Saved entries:
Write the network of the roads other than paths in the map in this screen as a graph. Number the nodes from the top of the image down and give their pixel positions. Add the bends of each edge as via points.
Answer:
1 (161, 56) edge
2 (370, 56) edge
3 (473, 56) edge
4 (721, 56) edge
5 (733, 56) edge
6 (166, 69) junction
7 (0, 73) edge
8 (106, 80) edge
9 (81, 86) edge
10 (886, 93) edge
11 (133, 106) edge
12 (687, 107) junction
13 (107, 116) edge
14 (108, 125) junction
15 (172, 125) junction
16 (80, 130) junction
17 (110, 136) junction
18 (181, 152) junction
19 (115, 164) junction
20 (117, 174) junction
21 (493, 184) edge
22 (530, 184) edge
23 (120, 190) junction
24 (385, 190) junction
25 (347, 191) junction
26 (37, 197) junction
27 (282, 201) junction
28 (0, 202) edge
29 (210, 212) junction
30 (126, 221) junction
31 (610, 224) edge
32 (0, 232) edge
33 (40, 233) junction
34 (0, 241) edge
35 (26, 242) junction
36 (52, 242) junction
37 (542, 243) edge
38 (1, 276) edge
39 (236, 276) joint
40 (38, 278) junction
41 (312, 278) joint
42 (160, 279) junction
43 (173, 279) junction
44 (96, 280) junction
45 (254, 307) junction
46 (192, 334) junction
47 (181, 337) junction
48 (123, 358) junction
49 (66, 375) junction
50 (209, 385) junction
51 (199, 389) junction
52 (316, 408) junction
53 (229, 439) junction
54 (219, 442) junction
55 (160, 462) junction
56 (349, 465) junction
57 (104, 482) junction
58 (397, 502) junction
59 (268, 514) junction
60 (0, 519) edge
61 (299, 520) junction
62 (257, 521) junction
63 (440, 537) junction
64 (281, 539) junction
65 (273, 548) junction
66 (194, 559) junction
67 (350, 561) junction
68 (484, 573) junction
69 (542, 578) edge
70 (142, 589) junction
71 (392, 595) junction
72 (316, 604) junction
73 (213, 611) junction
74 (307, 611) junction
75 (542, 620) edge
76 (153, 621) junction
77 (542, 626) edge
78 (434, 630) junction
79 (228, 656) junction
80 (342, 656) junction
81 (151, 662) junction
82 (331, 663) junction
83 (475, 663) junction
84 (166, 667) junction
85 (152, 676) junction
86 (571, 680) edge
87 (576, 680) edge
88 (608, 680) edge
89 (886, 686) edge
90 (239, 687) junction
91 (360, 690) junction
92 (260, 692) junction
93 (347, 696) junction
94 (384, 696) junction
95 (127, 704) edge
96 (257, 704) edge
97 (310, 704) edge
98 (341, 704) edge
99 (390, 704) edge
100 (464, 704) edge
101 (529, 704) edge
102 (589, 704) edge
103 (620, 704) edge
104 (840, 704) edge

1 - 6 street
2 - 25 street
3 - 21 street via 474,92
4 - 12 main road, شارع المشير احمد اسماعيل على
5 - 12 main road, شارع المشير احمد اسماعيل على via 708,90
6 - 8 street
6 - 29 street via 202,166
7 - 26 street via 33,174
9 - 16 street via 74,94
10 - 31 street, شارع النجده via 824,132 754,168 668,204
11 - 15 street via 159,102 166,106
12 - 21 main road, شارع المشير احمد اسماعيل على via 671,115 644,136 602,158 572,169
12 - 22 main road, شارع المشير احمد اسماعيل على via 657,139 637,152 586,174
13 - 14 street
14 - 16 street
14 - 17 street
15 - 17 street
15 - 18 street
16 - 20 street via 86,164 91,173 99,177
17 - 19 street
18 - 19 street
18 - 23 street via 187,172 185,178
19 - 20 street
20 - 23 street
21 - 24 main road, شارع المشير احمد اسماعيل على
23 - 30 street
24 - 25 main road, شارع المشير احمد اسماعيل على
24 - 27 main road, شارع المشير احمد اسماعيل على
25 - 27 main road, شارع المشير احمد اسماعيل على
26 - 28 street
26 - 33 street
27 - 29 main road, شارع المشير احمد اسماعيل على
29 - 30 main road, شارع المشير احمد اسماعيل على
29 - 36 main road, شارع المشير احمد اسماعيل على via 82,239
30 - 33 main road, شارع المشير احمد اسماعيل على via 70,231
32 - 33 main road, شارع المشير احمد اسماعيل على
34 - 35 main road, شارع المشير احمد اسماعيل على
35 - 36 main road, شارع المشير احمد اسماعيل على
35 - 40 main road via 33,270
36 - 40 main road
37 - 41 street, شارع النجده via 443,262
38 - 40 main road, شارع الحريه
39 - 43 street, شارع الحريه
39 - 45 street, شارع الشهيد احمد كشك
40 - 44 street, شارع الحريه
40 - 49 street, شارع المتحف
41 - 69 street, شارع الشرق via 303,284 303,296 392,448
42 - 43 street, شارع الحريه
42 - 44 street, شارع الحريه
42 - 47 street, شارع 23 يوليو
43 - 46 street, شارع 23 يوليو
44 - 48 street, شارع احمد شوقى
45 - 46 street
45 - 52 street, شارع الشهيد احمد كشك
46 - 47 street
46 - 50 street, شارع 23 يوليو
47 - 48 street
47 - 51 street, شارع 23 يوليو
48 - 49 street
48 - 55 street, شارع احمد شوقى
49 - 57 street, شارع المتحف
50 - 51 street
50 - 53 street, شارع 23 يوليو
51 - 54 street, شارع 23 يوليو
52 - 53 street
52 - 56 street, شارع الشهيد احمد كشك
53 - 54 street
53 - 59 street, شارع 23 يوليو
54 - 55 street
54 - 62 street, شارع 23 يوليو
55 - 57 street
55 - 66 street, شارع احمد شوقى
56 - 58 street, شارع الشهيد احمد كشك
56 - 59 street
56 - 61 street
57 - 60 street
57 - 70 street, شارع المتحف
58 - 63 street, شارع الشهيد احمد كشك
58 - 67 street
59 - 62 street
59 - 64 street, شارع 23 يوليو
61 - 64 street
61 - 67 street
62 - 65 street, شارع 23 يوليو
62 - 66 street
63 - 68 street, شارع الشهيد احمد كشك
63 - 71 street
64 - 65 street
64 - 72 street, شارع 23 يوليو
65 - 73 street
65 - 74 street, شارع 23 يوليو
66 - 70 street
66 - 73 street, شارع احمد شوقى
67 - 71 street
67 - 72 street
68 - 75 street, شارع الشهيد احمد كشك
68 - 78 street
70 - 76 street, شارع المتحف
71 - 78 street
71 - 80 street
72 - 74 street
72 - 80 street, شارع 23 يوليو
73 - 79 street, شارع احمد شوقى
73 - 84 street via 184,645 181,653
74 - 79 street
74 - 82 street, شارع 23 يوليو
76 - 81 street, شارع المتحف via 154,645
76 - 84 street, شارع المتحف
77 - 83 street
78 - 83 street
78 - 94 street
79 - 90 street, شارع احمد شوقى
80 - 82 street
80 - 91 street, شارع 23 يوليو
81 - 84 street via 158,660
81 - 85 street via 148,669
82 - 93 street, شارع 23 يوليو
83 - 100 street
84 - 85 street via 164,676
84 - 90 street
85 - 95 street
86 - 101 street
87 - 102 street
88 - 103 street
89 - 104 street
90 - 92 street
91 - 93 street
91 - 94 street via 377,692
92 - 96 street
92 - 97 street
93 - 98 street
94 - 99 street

- _ABOUT THIS TASK_
If a line in the records has the word "النجده", copy that line.

- _YOUR RESPONSE_
10 - 31 street, شارع النجده via 824,132 754,168 668,204
37 - 41 street, شارع النجده via 443,262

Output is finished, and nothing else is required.